Elisso

Nikolaï Chenguelaïa

35 mm — N et B — 85 mn — 1928 (sonorisé en 1935)

Titre original Eliso Scénario Serguei Tretiakov et Nikolaï Chenguelaïa, d’après le roman de Aleksandre Kazbegi Images Vladimir Kereselidze Musiques Iona Touskïa Décors Dimitri Chevarnadze Production Goskinprom (Géorgie) Interprétation

Aleksandre Imedachvili (Astamir), Kotka Karalachvili (Vachia), Kira Andronikachvili (Eliso), I. Mamporïa (Sejdoula), Cecilia Tsoutsounava (Zazoubika), Aleksandre Jorjoliani (le général)
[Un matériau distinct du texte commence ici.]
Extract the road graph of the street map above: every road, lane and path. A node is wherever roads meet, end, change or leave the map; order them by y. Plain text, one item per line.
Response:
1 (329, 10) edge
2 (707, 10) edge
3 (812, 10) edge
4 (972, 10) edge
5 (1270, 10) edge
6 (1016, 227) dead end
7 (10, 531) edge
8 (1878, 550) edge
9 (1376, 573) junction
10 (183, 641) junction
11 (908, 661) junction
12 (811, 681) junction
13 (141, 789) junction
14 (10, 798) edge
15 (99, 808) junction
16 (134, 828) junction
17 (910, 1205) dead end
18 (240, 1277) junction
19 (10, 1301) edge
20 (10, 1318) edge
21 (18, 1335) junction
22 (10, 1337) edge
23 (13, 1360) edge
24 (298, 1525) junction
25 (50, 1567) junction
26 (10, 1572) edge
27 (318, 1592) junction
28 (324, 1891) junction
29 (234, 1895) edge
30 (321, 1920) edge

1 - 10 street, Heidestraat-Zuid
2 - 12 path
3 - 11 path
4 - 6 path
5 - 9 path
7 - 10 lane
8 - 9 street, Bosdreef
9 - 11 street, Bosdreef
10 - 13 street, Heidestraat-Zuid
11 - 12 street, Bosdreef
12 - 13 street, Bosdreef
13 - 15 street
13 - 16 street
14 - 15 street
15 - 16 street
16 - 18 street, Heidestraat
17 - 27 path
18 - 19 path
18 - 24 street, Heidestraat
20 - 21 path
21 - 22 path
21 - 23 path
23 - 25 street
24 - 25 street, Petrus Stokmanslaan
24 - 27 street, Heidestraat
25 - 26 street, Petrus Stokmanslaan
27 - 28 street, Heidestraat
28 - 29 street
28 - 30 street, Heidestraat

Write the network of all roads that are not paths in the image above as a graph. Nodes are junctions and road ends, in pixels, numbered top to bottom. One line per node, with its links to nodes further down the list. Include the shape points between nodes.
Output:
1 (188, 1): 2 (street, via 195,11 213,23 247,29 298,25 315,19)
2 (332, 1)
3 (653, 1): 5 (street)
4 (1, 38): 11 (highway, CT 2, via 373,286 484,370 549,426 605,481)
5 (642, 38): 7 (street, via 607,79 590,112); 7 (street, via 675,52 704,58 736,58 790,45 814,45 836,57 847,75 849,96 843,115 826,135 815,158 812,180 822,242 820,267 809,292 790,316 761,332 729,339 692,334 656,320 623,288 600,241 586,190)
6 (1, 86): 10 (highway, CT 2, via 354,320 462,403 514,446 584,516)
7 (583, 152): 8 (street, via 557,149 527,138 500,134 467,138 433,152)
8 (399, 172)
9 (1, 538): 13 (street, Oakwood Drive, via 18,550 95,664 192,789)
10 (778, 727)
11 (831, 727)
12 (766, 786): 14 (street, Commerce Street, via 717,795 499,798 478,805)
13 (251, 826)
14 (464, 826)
Le film présente un épisode du temps de la transplantation des Tcherkesses en Turquie, dans les années 1860. Le gouvernement tsariste doit à tout prix procéder à la russification du pays conquis. Qui ne voulait pas partir de bon gré ? On faisait appel à des provocateurs. Et voilà qu’il se trouve un village tranquille, Verdi, sur lequel le gouvernement n’a aucune prise. Et pourtant, ce riche village plaît aux cosaques. On essaie d’abord de cacher en vain des armes dans la maison du doyen, puis on tente, ensuite d’expulser les habitants par la force, mais ils opposent une résistance passive contre laquelle même des conquérants sans délicatesse peuvent difficilement employer les armes. Alors les provocateurs entrent en jeu : ils proposent aux habitants d’écrire une pétition au général, d’écrire une pétition au général, demandant de ne pas transplanter le village, mais, lors de la traduction du tcherkesse en russe, ils la transforment en une pétition pour la trans-plantation, « selon le désir, de plein gré »… Alors, Elisso, fille du doyen, met le feu au village, qui désormais n’appartient plus à personne.